Strategic thinking inside an organization has a very similar dynamic: Identify high-level ideas that cascade in meaningful ways across every effort. These patterns might be customer segments, processes, customer benefits, even organizational values. What works in one place is recognized, replicated and tested in other areas. Gradually patterns of effectiveness emerge. And those patterns become processes. Those processes become culture. Trusted beliefs that are passed on, tribally, as core to the organization’s story.
Those patterns are also subject to disruption— chaos, new ideas that break the patterns or short-circuit the existing beliefs, or waining light as the meaning behind a pattern fades — creating new, different stories to be told.
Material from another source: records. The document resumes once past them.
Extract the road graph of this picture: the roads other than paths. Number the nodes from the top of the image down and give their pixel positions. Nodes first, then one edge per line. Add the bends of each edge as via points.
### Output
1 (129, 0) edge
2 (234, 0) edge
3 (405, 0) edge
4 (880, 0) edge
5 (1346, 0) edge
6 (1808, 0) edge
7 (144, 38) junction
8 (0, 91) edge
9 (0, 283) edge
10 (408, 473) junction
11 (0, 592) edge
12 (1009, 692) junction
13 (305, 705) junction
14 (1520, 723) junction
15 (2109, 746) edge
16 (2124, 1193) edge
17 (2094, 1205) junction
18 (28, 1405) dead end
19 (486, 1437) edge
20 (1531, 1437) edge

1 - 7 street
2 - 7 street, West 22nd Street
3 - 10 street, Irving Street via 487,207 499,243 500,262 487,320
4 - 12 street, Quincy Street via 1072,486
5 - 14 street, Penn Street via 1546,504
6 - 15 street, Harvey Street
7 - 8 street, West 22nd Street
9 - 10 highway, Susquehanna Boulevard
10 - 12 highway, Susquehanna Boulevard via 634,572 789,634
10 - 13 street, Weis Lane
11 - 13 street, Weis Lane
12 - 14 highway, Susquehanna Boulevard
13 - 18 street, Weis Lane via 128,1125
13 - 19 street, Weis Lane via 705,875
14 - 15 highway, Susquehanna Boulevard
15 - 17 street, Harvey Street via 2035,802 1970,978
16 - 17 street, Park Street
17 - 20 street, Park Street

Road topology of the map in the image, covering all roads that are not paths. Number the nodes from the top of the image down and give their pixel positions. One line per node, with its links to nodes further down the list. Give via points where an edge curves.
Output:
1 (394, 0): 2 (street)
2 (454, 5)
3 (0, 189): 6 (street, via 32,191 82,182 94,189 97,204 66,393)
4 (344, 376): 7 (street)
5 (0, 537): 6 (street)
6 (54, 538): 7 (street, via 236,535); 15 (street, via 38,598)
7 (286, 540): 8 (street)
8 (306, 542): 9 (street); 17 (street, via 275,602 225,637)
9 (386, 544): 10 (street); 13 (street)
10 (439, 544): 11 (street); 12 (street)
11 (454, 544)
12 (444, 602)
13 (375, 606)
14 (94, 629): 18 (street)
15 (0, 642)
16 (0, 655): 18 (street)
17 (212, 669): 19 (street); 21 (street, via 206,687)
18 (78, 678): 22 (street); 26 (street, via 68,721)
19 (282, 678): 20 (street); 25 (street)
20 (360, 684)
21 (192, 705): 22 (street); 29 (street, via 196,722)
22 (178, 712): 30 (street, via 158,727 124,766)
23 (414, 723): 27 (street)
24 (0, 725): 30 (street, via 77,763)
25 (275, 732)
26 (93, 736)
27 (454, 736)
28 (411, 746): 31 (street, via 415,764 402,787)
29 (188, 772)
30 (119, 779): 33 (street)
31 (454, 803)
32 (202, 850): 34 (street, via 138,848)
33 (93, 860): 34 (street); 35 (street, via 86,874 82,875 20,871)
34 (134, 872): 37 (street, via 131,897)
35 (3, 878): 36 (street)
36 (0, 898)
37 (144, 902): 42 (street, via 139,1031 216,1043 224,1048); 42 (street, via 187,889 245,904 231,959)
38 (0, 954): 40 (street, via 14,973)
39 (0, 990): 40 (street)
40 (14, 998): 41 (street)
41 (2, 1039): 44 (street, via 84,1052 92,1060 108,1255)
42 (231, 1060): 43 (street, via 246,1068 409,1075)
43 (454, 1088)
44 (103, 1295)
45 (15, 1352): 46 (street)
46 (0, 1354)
Bright stars and lynchpins
Bright stars or lynchpins figure into several, overlapping patterns. They might be people in your organization, customer truths or insights, cornerstone brands and identities, seemingly immutable laws. Positive or negative — they act as anchors to our beliefs. With them, we can make sense of many patterns — without them, we are lost. When a bright star dies — or is eaten by an even brighter star — the dependent patterns and their stories, indeed the whole sky feels just a little different.
Organizational bright stars share several attributes. They are consistent. They are bold. They figure prominently in several key conversations at once. My aim, as a design leader, is to develop bright stars. Put employees of all kinds in positions to connect and be connected. To figure prominently in the development of our stories, our processes, our culture and eventually in the of experiences that improve the lives of our customers and their clients.
The many processes we develop and customer problems we solve are like echoes. Though the pitch and the timing may change, the pattern stays true. Waste less time. Focus the time you have on the most meaningful contribution possible. Grow as a result. It’s true for every customer we serve, internal and external.